• [TASK OBJECTIVE] Go through the entries, filter for the word "lineWidth", and copy every line that has it.

━━━━━━━━━━━━━━━━

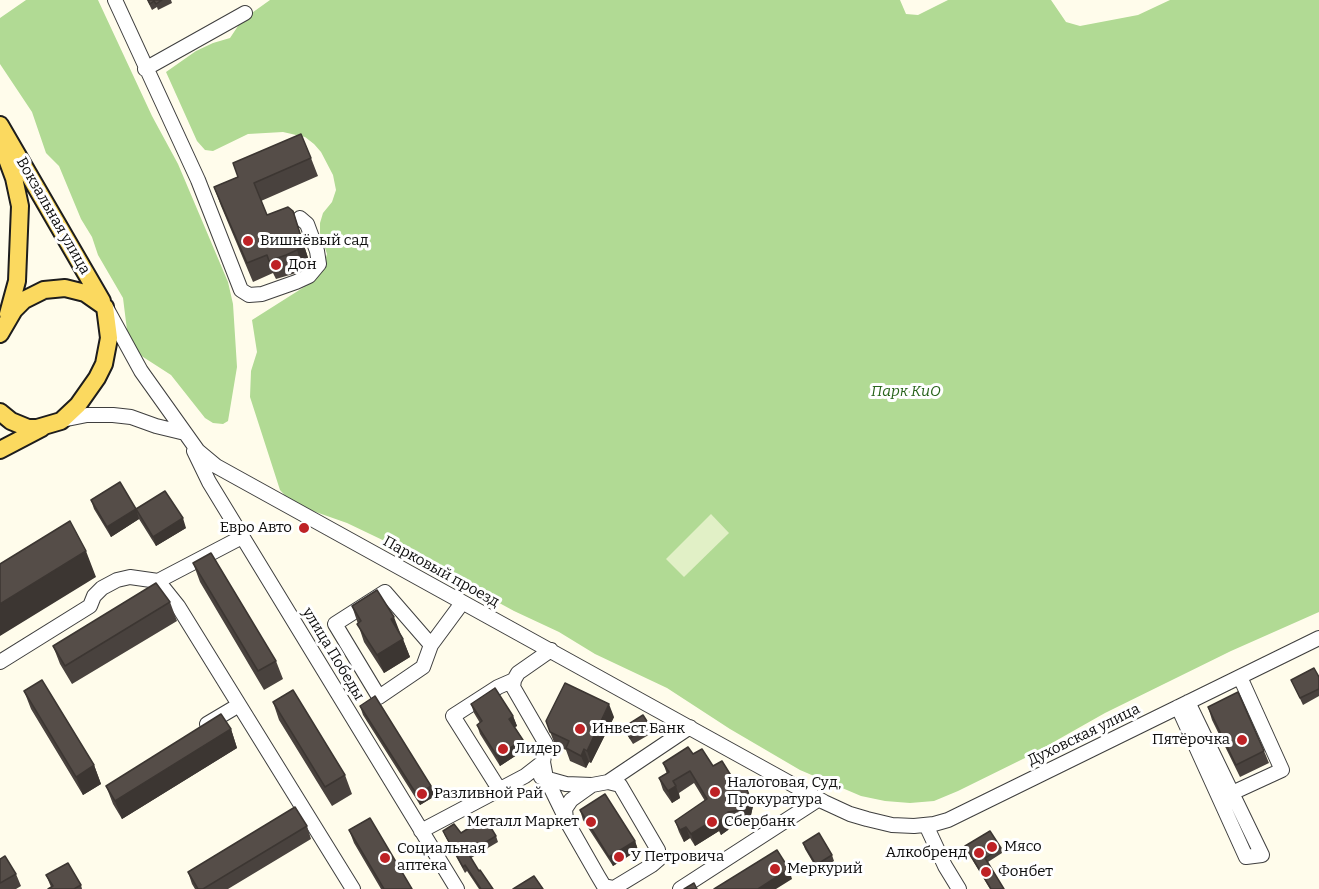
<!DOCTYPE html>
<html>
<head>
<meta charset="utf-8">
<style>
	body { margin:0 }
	canvas { display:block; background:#fffceb }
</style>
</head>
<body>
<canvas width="1319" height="889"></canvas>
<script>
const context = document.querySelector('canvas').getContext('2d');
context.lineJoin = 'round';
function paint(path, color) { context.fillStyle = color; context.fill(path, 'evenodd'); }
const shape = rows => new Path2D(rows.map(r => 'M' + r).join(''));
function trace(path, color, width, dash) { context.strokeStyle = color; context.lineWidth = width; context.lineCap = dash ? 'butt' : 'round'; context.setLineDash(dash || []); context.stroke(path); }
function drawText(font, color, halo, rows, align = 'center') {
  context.font = font + ' Bitter,serif'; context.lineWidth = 6; context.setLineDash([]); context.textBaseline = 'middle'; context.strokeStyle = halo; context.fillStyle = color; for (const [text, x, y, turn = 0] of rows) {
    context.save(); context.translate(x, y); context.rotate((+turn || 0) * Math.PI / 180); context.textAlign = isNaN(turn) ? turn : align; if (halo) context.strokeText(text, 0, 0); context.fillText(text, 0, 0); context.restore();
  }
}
paint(shape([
	[26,0,98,0,152,116,178,164,228,282,233,304,237,367,228,421,223,424,213,423,205,418,171,375,140,355,128,338,123,298,98,255,92,237,81,219,59,166,46,153,32,112,0,64,0,18],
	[270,0,900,0,906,14,918,15,948,0,1051,0,1066,22,1080,26,1138,15,1170,0,1319,0,1319,612,1231,651,1105,713,1029,756,958,791,934,801,910,803,885,801,861,796,800,770,730,729,667,688,595,654,559,632,514,611,393,545,347,523,293,504,280,490,250,397,251,371,257,352,252,320,312,282,323,267,327,254,320,233,320,223,323,213,332,202,336,190,333,175,321,152,314,144,305,137,283,132,248,134,213,151,205,150,197,141,166,72,196,51,213,43,230,38,242,20]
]), '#b1da94');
paint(shape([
	[711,514,729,533,684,577,666,559]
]), '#e1f0c6');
const minor = shape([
	[115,0,198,180,241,290,249,295,262,294,296,282,309,276,319,264,317,251,307,224,300,218],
	[145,69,245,13],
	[107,309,141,371,198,451,216,466,824,802,850,814,867,819,892,825,914,826,934,824,948,820,1319,638],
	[62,420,87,415,113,415,131,417,156,426,185,433],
	[194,451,209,482,457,889],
	[158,581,242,537],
	[431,645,423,667,379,697,335,624,385,592,431,645,462,603],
	[551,650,518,673,514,680,513,687,546,744,543,762,546,778,565,817],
	[0,662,90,606,94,596,102,588,117,580,130,577,158,581,178,606,353,889],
	[1178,707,1246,857,1262,855,1188,702],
	[207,724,239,705],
	[541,777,566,784,592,785],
	[608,782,620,785,658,850,659,859,652,865,614,888,604,886,598,876,566,820,565,809,571,800,592,785,608,782],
	[608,782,690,727],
	[499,789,453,716,498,687,514,680],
	[1232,793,1282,770,1240,677],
	[926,825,945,866,959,889],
	[421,831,525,776,543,762],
	[680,889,819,799]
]);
const major = shape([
	[0,125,102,301],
	[0,140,14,178,20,206,17,281,8,314],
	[0,334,14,310,24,300,44,290,65,288,85,293,105,307,109,338,104,364,97,378,78,405,61,421,37,428,28,428,11,421,0,412],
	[0,450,42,428]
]);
trace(minor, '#3f3f3f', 16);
trace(major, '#1d1d1d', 20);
trace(minor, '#fff', 14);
trace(major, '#fbd95f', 16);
paint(shape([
	[147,0,171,0,172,3,158,10,157,7,152,10],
	[311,158,318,176,261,201,267,215,293,211,309,261,303,269,293,274,276,279,273,273,253,282,221,206,214,187,238,177,233,163],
	[91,500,136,509,186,528,156,546,139,519,111,537,94,509],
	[193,563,276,661,283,679,264,690,200,582],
	[170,602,177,621,72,684,60,664,53,646],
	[352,606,401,635,410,657,384,673,364,642],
	[1319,677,1319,696,1303,705,1291,680],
	[24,691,94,765,101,784,83,795,31,709],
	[273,702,345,775,352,794,332,806,279,720],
	[471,704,513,716,517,726,515,727,523,740,526,749,500,766,480,734,477,725,480,723,474,713],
	[360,706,431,786,435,796,420,805,363,715],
	[1208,707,1264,751,1269,763,1240,777,1212,720],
	[614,717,591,763,589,762,586,768,570,761,566,750,555,745,546,721],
	[650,726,652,733,633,744,626,733,624,727],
	[231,729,237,748,122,819,113,804,106,786],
	[693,754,735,782,751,799,753,806,751,815,745,821,732,823,728,830,721,835,719,831,695,846,690,838,684,842,679,832,675,821,705,801,694,783,679,793,680,798,672,803,663,790,659,778,667,774,663,763],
	[580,810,635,841,638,850,613,866,583,820],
	[307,826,311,839,228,889,195,889,192,884,188,872],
	[349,830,412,889,381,889,354,843],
	[443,831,461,833,496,836,498,842,471,858,479,871,493,889,479,889,467,871,465,873,445,836],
	[803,843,832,855,834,861,818,871,805,849],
	[965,846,1001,848,1002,853,988,862,1004,889,990,889,967,851],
	[0,859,16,874,21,886,16,889,0,889],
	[46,875,81,885,82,889,48,889,51,887]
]), '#49423e');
paint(shape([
	[293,211,309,261,303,269,297,250],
	[136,509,139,519,111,537,107,527],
	[183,518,186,528,156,546,153,537],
	[86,551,96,577,0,636,0,604],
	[394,617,401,635,391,619],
	[403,639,410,657,384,673,377,655],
	[609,704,614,717,591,763,587,751],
	[513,716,517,726,513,728,509,719],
	[231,729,237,748,122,819,115,801],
	[523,740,526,749,500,766,497,756],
	[584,749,589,762,586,768,581,756],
	[94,765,101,784,83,795,76,777],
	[431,786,435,796,420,805,417,795],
	[676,786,680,798,672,803,668,791],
	[746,787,753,806,751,815,745,821,741,810],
	[728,812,732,823,728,830,721,835,717,823],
	[715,819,719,831,695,846,691,834],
	[686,827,690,838,684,842,680,830],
	[635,841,638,850,613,866,609,857],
	[789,869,792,879,776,889,758,889]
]), '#3c3632');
const building = shape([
	[148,0,162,0,156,4,154,1,150,4,148,0],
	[301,134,311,158,254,183,267,215,288,207,293,211,303,243,297,250,286,255,269,261,267,255,247,263,214,187,238,177,233,163,301,134],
	[120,482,136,509,107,527,91,500,120,482],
	[165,491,183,518,153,537,136,509,165,491],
	[70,521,86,551,0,604,0,564,70,521],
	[211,553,276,661,258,671,193,563,211,553],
	[156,583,170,602,65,666,53,646,156,583],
	[377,590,394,617,391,619,403,639,377,655,357,624,361,621,352,606,377,590],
	[1314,668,1319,677,1319,689,1300,698,1291,680,1314,668],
	[42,680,94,765,76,777,24,691,42,680],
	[565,683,609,704,587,751,584,749,581,756,566,748,569,741,550,732,546,721,565,683],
	[495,688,513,716,509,719,523,740,497,756,477,725,482,721,471,704,495,688],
	[293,690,345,775,325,787,273,702,293,690],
	[1238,692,1264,751,1236,765,1208,707,1238,692],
	[375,696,431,786,417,795,360,706,375,696],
	[221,714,231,729,115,801,106,786,221,714],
	[643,715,650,726,630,738,624,727,643,715],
	[688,747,693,754,702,749,713,766,722,761,735,782,746,787,749,795,747,803,741,810,728,812,723,818,717,823,715,819,691,834,686,827,680,830,675,821,707,799,690,771,673,781,676,786,668,791,659,778,669,772,663,763,688,747],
	[605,794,635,841,609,857,580,810,605,794],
	[295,807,307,826,203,889,198,889,188,872,295,807],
	[370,818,412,889,384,889,349,830,370,818],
	[485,818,496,836,468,853,479,871,480,870,493,889,481,889,465,865,463,867,443,831,454,824,461,833,485,818],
	[990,831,1001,848,985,858,1004,889,991,889,965,846,990,831],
	[819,833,832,855,816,865,803,843,819,833],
	[777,850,789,869,758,889,714,889,777,850],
	[5,856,16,874,0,883,0,859,5,856],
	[68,863,81,885,74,889,48,889,53,886,46,875,68,863],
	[534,876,543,889,513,889,534,876],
	[694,883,697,889,684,889,694,883]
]);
paint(building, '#554d48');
trace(building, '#3c3632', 1.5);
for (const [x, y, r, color] of [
	[248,241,6,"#be2225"],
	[276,265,6,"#be2225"],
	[304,528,6,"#be2225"],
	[580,729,6,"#be2225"],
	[1242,740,6,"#be2225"],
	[503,749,6,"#be2225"],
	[715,792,6,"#be2225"],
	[422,794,6,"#be2225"],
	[591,822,6,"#be2225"],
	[712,822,6,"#be2225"],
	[992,847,6,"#be2225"],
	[979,853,6,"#be2225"],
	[619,857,6,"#be2225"],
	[385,858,6,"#be2225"],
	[775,869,6,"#be2225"],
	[986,872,6,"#be2225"]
]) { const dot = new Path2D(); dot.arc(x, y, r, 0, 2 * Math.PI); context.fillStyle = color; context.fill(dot); trace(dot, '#fff', 2); }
drawText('15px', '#0c0c0c', '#fff', [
	["Вокзальная улица",53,216,60],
	["Парковый проезд",441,572,29],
	["улица Победы",333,654,59],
	["Духовская улица",1084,735,-26]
]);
drawText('15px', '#0c0c0c', '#fff', [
	["Вишнёвый сад",260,241],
	["Дон",288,265],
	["Евро Авто",292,528,"right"],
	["Инвест Банк",592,729],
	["Пятёрочка",1230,740,"right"],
	["Лидер",515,749],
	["Налоговая, Суд,",727,783],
	["Прокуратура",727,800],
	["Разливной Рай",434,794],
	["Металл Маркет",579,822,"right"],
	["Сбербанк",724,822],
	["Мясо",1004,847],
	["Социальная",397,849],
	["аптека",397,866],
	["Алкобренд",967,853,"right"],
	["У Петровича",631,857],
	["Меркурий",787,869],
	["Фонбет",998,872]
], 'left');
drawText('italic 15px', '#29641c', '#fff', [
	["Парк КиО",906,392]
]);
</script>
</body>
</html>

━━━━━━━━━━━━━━━━

• [RESULT OF THE TASK]
function trace(path, color, width, dash) { context.strokeStyle = color; context.lineWidth = width; context.lineCap = dash ? 'butt' : 'round'; context.setLineDash(dash || []); context.stroke(path); }
  context.font = font + ' Bitter,serif'; context.lineWidth = 6; context.setLineDash([]); context.textBaseline = 'middle'; context.strokeStyle = halo; context.fillStyle = color; for (const [text, x, y, turn = 0] of rows) {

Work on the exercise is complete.